Bitcoin jumps on U.S.-Iran deal; Fed meeting risk ahead
President Donald Trump said the U.S. and Iran have reached a peace deal to be signed on June 19. The agreement includes lifting the U.S. naval blockade and reopening the Strait of Hormuz, with a 60-day ceasefire extended while negotiations continue.
Risk sentiment improved immediately: equities rose worldwide (except Tel Aviv) and the Invesco QQQ ETF gained about 2% in pre-market trading. Oil slid roughly 5% to around $80 per barrel, down ~33% from early March’s $120 peak, reducing the likelihood of near-term inflation pressure.
Bitcoin also rallied.
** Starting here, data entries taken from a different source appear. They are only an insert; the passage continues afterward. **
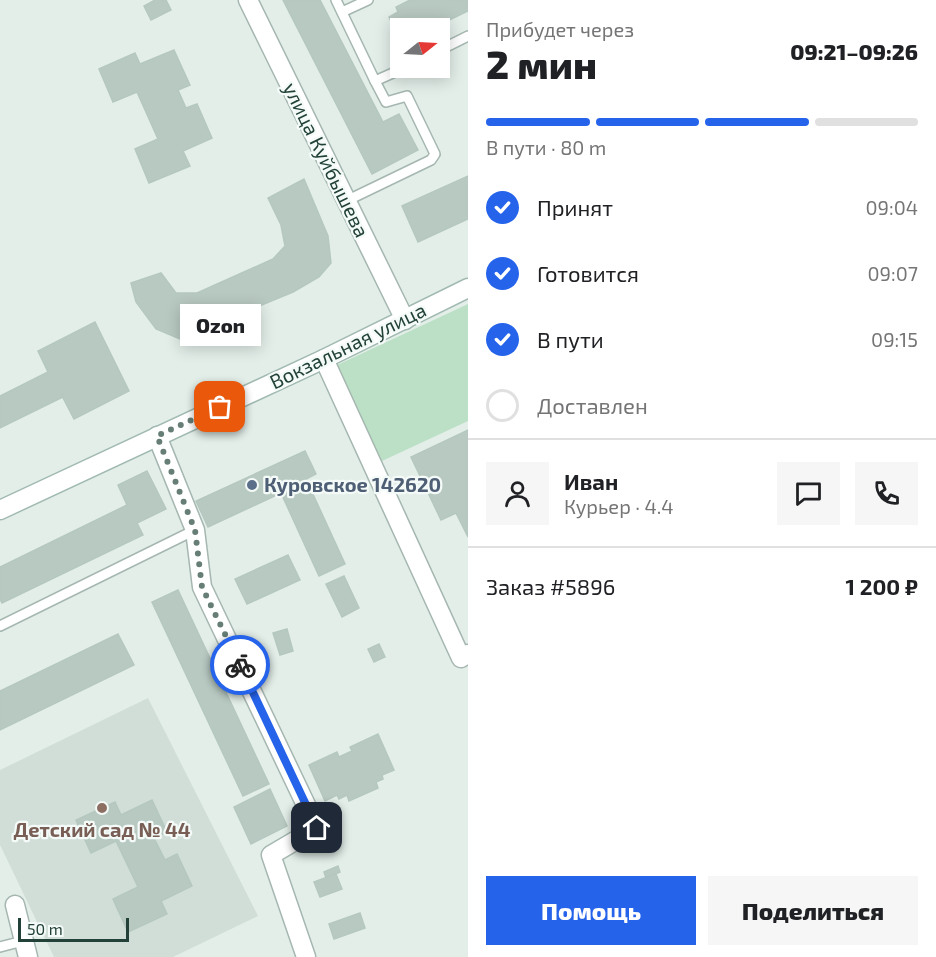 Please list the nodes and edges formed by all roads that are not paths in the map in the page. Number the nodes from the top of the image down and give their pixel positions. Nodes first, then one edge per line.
1 (248, 0) edge
2 (336, 0) edge
3 (368, 0) edge
4 (342, 12) junction
5 (468, 36) edge
6 (450, 45) edge
7 (390, 74) edge
8 (375, 81) junction
9 (346, 201) junction
10 (468, 288) edge
11 (405, 320) junction
12 (324, 358) junction
13 (157, 436) junction
14 (0, 510) edge
15 (195, 530) junction
16 (0, 626) edge
17 (468, 654) edge
18 (15, 905) dead end
19 (0, 946) edge
20 (26, 949) edge
21 (306, 957) edge

1 - 9 street, улица Куйбышева
2 - 4 lane
3 - 4 lane
4 - 8 lane
5 - 6 lane
7 - 8 lane
8 - 9 lane
9 - 11 street, улица Куйбышева
10 - 11 street, Вокзальная улица
11 - 12 street, Вокзальная улица
12 - 13 street, Вокзальная улица
12 - 17 street
13 - 14 street, Вокзальная улица
13 - 15 street
15 - 16 lane
15 - 21 street
18 - 20 street
19 - 20 lane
Bitcoin briefly topped $66,000 and was about 2.7% higher over 24 hours, with most of the move concentrated after Trump’s announcement. Bitcoin strength coincided with a move in precious metals, with gold up nearly 3% over 24 hours.
Traders are now balancing geopolitics against macro policy. On June 17, Federal Reserve Chair Kevin Warsh leads his first FOMC meeting. Markets price a 97% probability the federal funds rate stays at 3.50%-3.75%. With lower oil prices, investors no longer expect rate hikes this year; the next 25 bp increase is pushed to January 2027, though this could change if Middle East conditions worsen.
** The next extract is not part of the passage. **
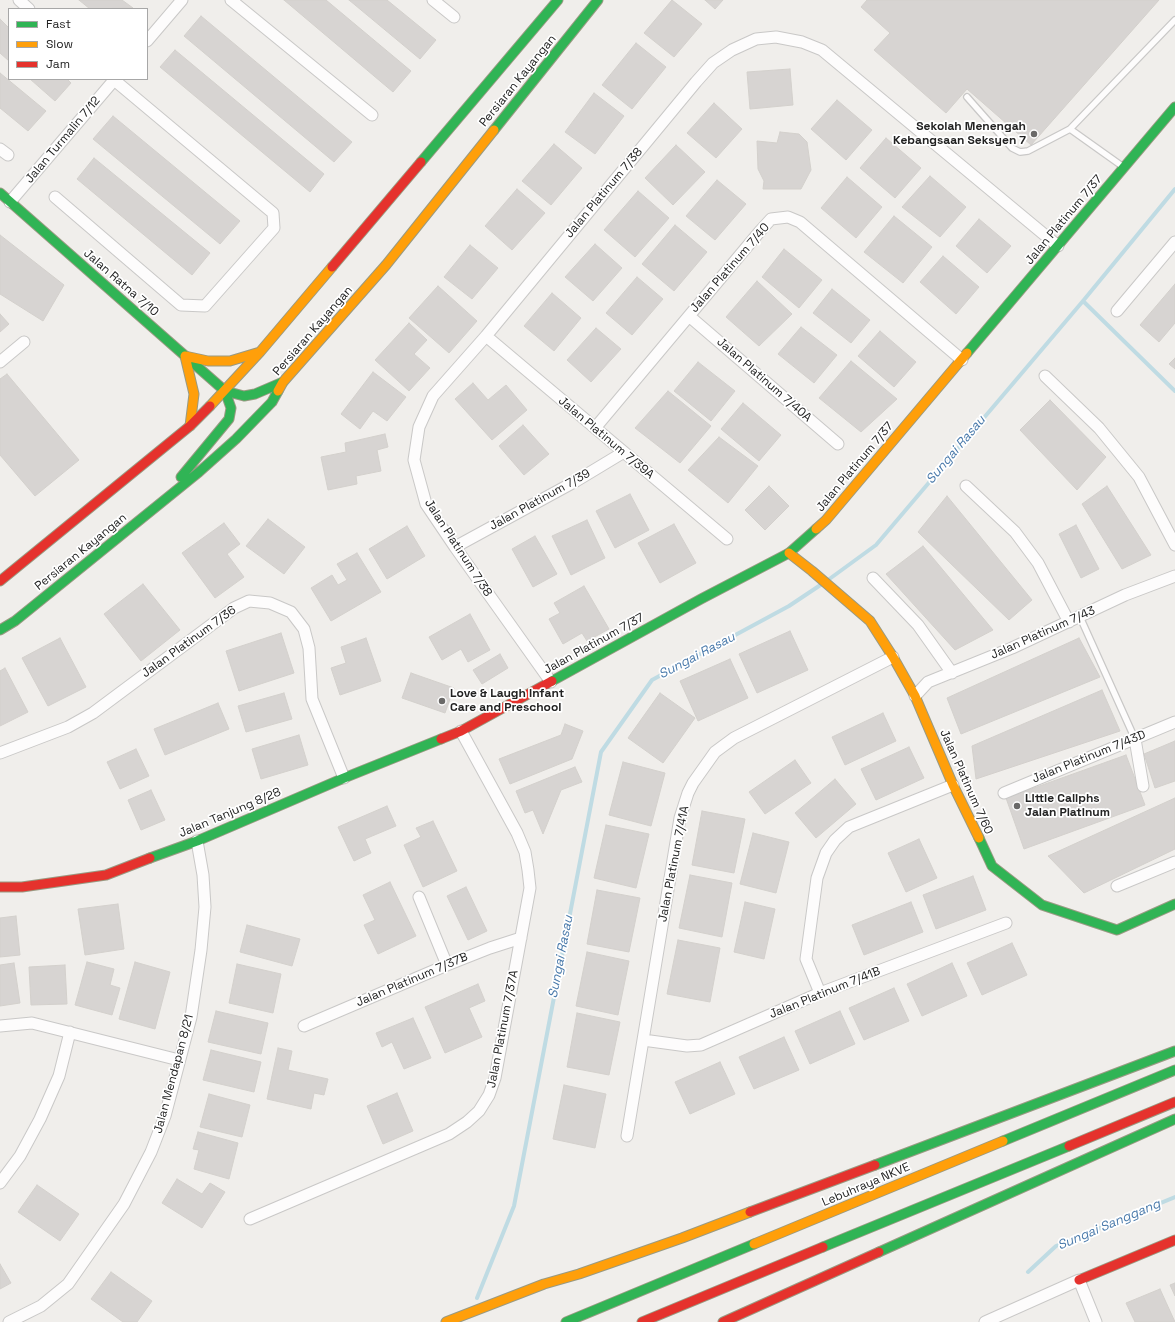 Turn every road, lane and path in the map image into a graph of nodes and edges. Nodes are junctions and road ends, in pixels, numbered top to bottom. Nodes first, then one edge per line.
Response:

Technical focus: Bitcoin’s weekly chart suggests a rebound from the ~$60,000 support (0.618 Fib retracement). However, the broader downtrend remains intact until Bitcoin closes above ~$66,000. A higher resistance zone sits near $68,900, followed by $80,000-$82,500.
Bullish
The news is broadly bullish for crypto—especially Bitcoin—because it reduces near-term geopolitical and inflation risk. A U.S.-Iran breakthrough that reopens the Strait of Hormuz and lifts the naval blockade supports calmer risk sentiment, which typically lowers hedging demand and improves liquidity conditions for risk assets. The immediate market reaction (equities up, oil down) aligns with this.
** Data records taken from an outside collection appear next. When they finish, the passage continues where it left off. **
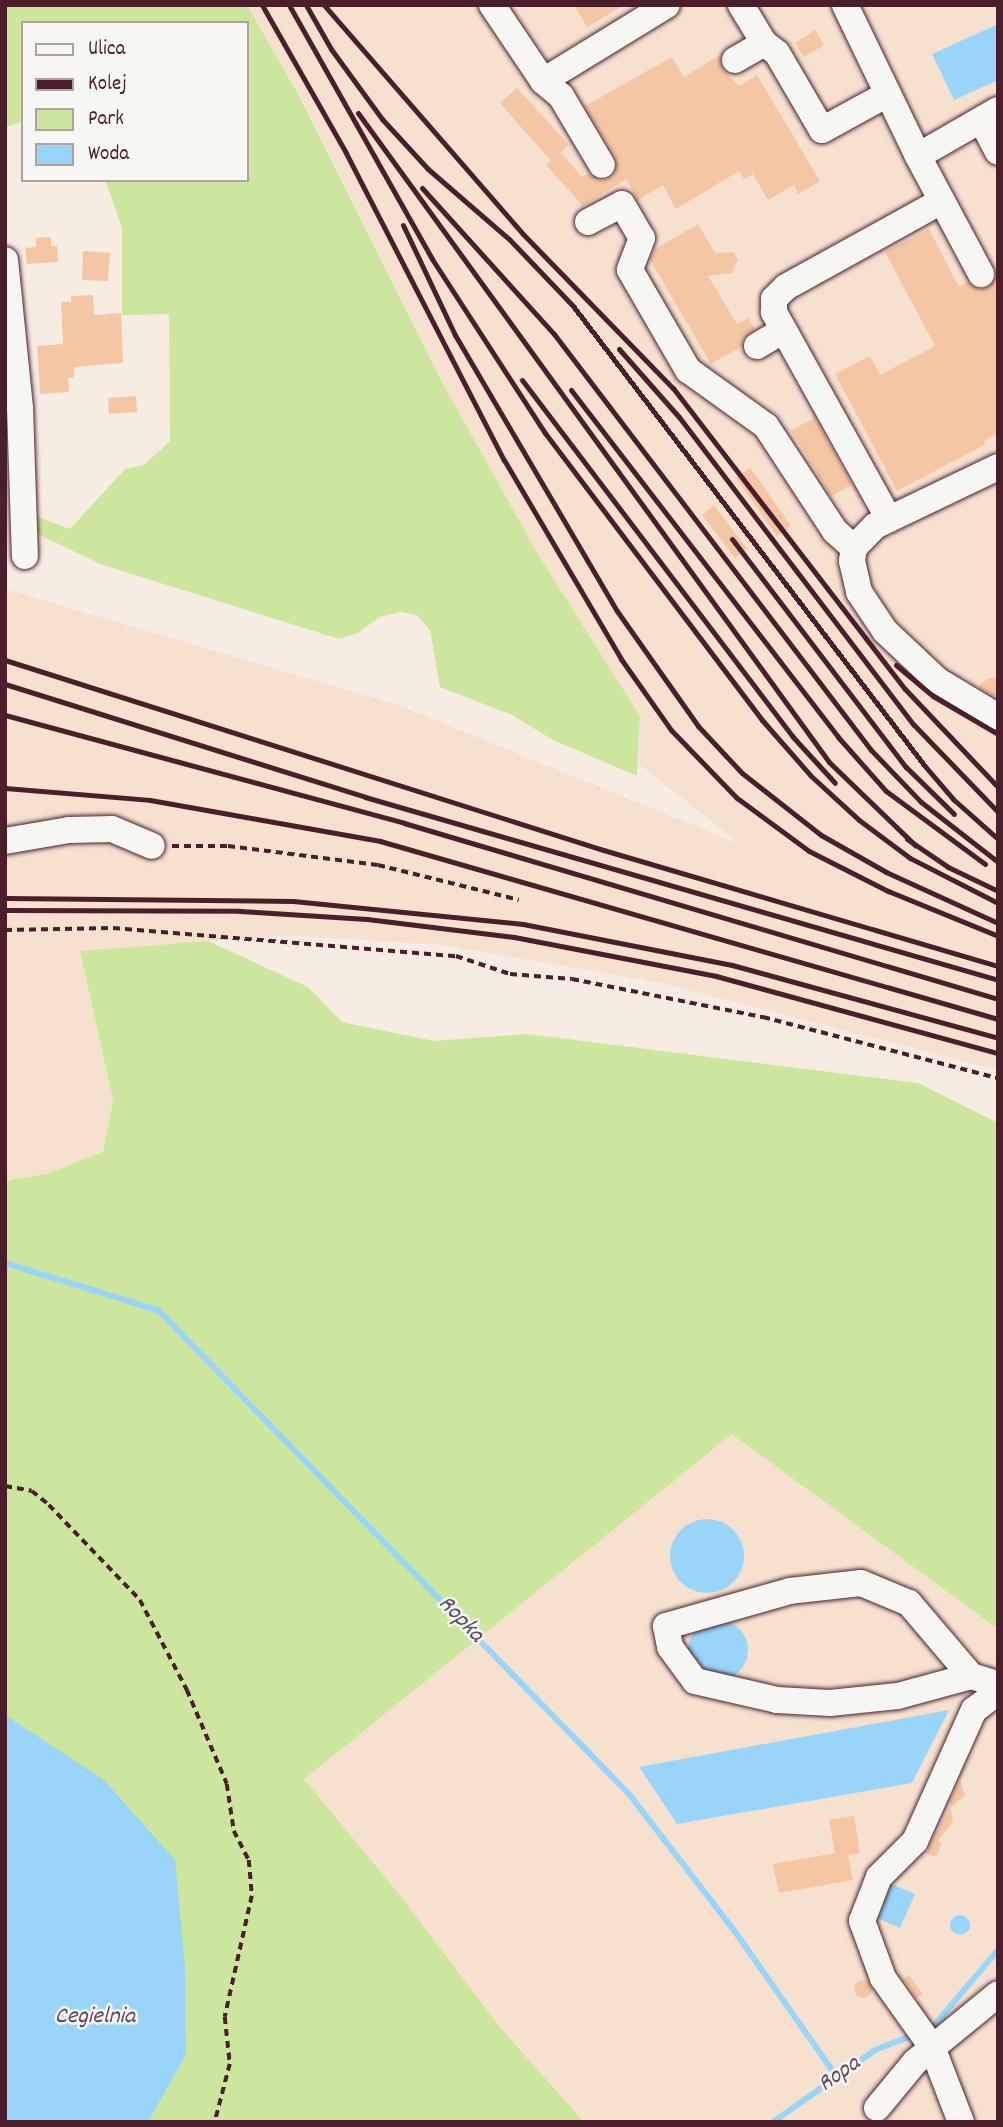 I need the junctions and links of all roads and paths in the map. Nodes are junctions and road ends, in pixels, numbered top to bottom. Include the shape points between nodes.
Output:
1 (492, 5) edge
2 (667, 5) edge
3 (741, 5) edge
4 (845, 5) edge
5 (764, 43) junction
6 (735, 60) dead end
7 (543, 81) junction
8 (886, 94) junction
9 (992, 130) edge
10 (918, 156) junction
11 (602, 165) dead end
12 (942, 201) junction
13 (589, 222) dead end
14 (5, 260) edge
15 (981, 274) dead end
16 (784, 330) junction
17 (757, 346) dead end
18 (998, 467) edge
19 (889, 519) junction
20 (854, 548) junction
21 (25, 556) dead end
22 (998, 717) edge
23 (5, 841) edge
24 (152, 846) joint
25 (519, 900) dead end
26 (5, 930) edge
27 (998, 1078) edge
28 (5, 1486) edge
29 (971, 1676) junction
30 (998, 1684) edge
31 (998, 1692) edge
32 (998, 1994) edge
33 (932, 2048) junction
34 (877, 2108) dead end
35 (215, 2122) edge
36 (961, 2122) edge

1 - 7 lane
2 - 7 lane
3 - 5 lane
4 - 8 lane
5 - 6 lane
5 - 8 lane via 777,53 822,130
7 - 11 lane via 561,96
8 - 10 lane
9 - 10 lane
10 - 12 lane
12 - 15 lane
12 - 16 lane via 786,287 773,306
13 - 20 lane via 622,204 642,238 630,270 688,370 766,426 835,531
14 - 21 lane via 20,408
16 - 17 lane
16 - 19 lane
18 - 19 lane
19 - 20 lane
20 - 22 lane via 853,573 859,592 885,631 937,680
23 - 24 lane via 69,830 113,829
24 - 25 path via 290,852 378,865
26 - 27 path via 126,929 456,956 510,974 572,979 763,1017
28 - 35 path via 32,1491 41,1498 140,1600 187,1690 227,1784 234,1831 249,1860 252,1896 225,2017 230,2064
29 - 29 lane via 909,1603 862,1583 790,1591 666,1626 670,1647 695,1681 777,1700 830,1703 898,1696
29 - 30 lane
31 - 33 lane via 974,1710 915,1841 879,1877 862,1922 883,1978
32 - 33 lane
33 - 34 lane
33 - 36 lane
However, the bullish impulse is conditional. The article flags Fed uncertainty around June 17 (Kevin Warsh’s first FOMC meeting). Even with markets pricing no rate hikes now, Fed outcomes can quickly reprice USD liquidity and risk premiums. Historically, crypto rallies tied to macro relief often fade if central-bank guidance turns hawkish—similar to past cycles where geopolitical relief was followed by “higher-for-longer” rate repricing.
In the short term, traders may chase momentum in Bitcoin toward the $66k-$68.9k area, but keep hedges for a volatility spike around the FOMC. Over the long term, if the ceasefire holds and oil remains contained, reduced inflation pressure could be supportive for sustained risk-on positioning. If Middle East tensions re-escalate, the oil-to-inflation channel could return and pressure both equities and crypto risk appetite, turning this catalyst into a false breakout.